--- Problem description ---
Report the count of lines holding "Oliveira" in the records, with no other words.

Provided data section start

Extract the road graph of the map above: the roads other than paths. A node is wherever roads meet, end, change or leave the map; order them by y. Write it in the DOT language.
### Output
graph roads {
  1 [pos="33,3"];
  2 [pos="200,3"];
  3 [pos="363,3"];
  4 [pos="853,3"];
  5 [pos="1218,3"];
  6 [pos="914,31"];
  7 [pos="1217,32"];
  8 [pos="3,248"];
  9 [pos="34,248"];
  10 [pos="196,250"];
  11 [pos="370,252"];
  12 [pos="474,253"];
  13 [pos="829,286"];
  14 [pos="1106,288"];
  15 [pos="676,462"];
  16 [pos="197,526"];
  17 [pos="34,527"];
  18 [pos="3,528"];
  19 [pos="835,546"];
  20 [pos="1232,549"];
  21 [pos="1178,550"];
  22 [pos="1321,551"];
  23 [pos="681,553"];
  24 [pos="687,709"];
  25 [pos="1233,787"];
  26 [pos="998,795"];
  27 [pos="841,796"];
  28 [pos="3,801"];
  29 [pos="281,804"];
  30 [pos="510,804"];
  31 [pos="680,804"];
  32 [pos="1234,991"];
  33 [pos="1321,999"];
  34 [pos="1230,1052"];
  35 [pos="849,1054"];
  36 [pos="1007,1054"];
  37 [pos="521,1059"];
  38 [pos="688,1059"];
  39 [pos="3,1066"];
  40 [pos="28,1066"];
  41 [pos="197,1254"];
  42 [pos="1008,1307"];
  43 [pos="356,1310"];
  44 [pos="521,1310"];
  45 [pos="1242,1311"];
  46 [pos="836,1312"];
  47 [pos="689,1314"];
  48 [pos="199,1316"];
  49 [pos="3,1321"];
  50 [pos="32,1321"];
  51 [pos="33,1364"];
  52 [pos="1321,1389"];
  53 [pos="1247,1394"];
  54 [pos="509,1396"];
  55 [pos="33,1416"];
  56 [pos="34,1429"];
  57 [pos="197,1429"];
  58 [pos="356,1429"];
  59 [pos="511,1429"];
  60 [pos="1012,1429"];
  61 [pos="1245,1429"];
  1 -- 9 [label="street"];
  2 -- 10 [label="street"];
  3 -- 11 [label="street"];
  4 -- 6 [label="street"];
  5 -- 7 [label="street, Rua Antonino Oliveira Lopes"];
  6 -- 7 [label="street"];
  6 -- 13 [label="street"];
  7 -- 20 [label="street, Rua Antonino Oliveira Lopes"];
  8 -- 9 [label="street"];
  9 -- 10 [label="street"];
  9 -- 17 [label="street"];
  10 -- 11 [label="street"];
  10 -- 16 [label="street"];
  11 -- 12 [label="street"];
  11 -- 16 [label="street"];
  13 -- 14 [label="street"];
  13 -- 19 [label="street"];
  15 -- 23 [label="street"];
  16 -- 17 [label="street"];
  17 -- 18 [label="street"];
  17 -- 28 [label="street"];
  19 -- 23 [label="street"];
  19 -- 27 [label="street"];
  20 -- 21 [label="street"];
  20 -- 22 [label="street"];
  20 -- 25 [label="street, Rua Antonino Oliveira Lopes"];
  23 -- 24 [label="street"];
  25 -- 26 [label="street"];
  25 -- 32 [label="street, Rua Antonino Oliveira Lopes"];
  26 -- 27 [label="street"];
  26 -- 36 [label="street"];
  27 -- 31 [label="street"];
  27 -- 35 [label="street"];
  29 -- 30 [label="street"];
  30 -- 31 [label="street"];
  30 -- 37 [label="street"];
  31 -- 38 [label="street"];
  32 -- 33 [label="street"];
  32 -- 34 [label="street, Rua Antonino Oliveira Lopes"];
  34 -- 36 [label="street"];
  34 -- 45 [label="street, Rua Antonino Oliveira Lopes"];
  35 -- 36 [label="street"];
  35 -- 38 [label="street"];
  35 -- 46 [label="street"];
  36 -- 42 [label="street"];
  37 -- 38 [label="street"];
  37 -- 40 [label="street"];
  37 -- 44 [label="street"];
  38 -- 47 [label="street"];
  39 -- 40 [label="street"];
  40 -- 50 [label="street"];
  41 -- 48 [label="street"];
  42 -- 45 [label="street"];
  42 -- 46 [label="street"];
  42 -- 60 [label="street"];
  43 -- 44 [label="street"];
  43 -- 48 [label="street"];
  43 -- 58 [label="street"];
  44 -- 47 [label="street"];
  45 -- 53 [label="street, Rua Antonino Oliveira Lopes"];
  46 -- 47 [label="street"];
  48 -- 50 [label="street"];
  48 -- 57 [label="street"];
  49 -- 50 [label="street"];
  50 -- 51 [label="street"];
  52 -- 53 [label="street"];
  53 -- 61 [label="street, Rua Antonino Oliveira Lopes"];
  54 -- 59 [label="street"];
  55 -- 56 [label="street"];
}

Provided data section end

--- Output for this task ---
8